Zaległości czytelników szczecińskiej biblioteki publicznej sięgają nawet 10 lat wstecz. Przez ten czas 5 tys. osób uzbierało w sumie 3 mln zł kary. - Są to osoby, które do tej pory nie zwróciły wypożyczonych książek lub, mimo że książki zwróciły, to w ciągu tych 10 lat nie rozliczyły się z nami z kar za ich przetrzymywanie - wyjaśnia dyrektor MBP, Krzysztof Marcinowski. - To nasi tzw. stali dłużnicy, którzy nigdy nie zareagowali na wysyłane do nich upomnienia.
Książki z biblioteki publicznej można wypożyczyć na miesiąc. Po tym terminie czytelnik otrzymuje upomnienia: jedno zwykłym listem, drugie poleconym. Za każdy dzień zwłoki naliczana jest kara w wysokości 20 gr. - Gdy ktoś poda adres mailowy, to system komputerowy wysyła mu informację o zbliżającym się terminie zwrotu - wyjaśnia Marcinowski.
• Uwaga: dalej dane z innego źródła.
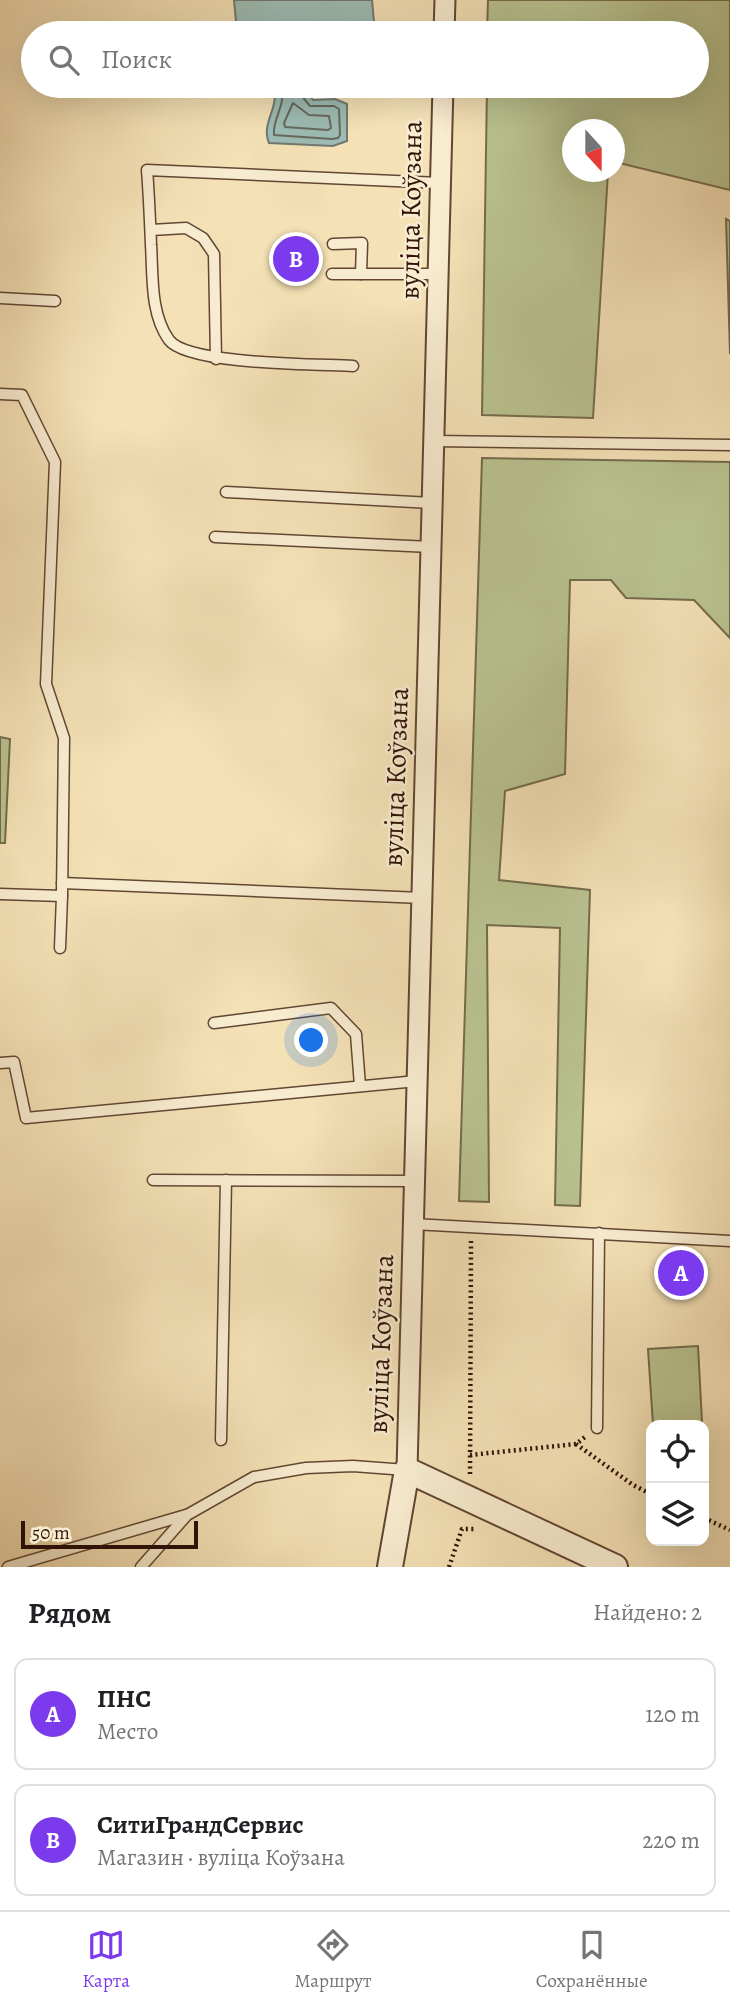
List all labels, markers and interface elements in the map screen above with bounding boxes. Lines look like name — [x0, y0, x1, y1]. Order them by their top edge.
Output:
search box — [21, 21, 709, 98]
icon: search — [45, 41, 83, 79]
text: Поиск — [101, 42, 172, 77]
north arrow — [562, 119, 625, 182]
street label: вуліца Коўзана — [390, 120, 432, 300]
pin: B — [273, 233, 319, 285]
street label: вуліца Коўзана — [374, 687, 418, 867]
your location — [294, 1023, 328, 1057]
pin: A — [658, 1247, 704, 1299]
street label: вуліца Коўзана — [359, 1254, 403, 1434]
map controls — [646, 1420, 709, 1546]
button: locate — [646, 1420, 709, 1483]
button: layers — [646, 1483, 709, 1546]
scale bar — [21, 1518, 198, 1550]
text: 50 m — [32, 1520, 70, 1546]
text: Рядом — [28, 1593, 111, 1633]
text: Найдено: 2 — [593, 1597, 702, 1628]
text: ПНС — [97, 1681, 151, 1716]
text: A — [46, 1699, 60, 1730]
text: 120 m — [645, 1699, 700, 1730]
text: Место — [97, 1716, 158, 1747]
text: СитиГрандСервис — [97, 1807, 304, 1842]
text: B — [46, 1825, 60, 1856]
text: 220 m — [642, 1825, 700, 1856]
text: Магазин · вуліца Коўзана — [97, 1842, 345, 1873]
tab: Карта — [82, 1926, 130, 1994]
tab: Маршрут — [294, 1926, 371, 1994]
tab: Сохранённые — [536, 1926, 648, 1994]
Część czytelników tymi upomnieniami się nie przejmuje. MBP próbowała dochodzić swego przed sądem. Było to mało skuteczne. - Sąd przyznawał nam rację, ale proces egzekwowania długów przeciągał się - opowiada dyrektor. Postanowił więc skorzystać z usług windykatorów - tak jak wiele innych polskich bibliotek publicznych zmagających się z nieuczciwymi czytelnikami.